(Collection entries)
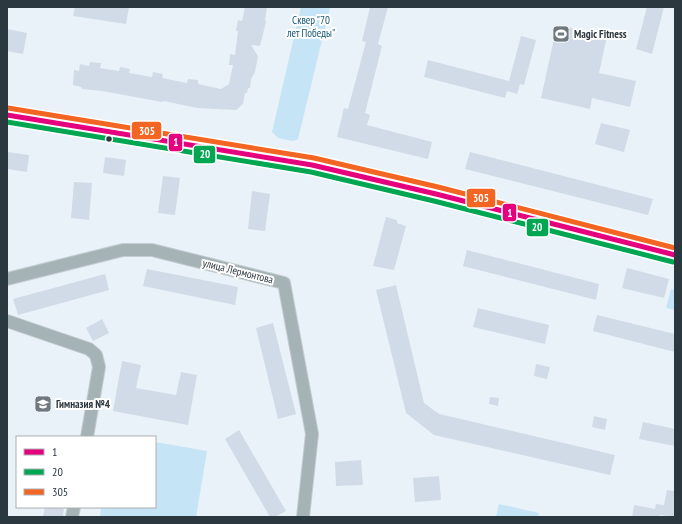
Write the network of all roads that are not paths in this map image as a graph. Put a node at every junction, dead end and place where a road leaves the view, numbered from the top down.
1 (7, 115) edge
2 (675, 255) edge
3 (7, 279) edge
4 (7, 321) edge
5 (87, 436) edge
6 (304, 517) edge

1 - 2 street
3 - 6 street, улица Лермонтова
4 - 5 street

Task prompt: When you transcribe these entries, keep every word exact and drop the pictures.

Answer section:
Write the network of all roads that are not paths in this map image as a graph. Put a node at every junction, dead end and place where a road leaves the view, numbered from the top down.
1 (7, 115) edge
2 (675, 255) edge
3 (7, 279) edge
4 (7, 321) edge
5 (87, 436) edge
6 (304, 517) edge

1 - 2 street
3 - 6 street, улица Лермонтова
4 - 5 street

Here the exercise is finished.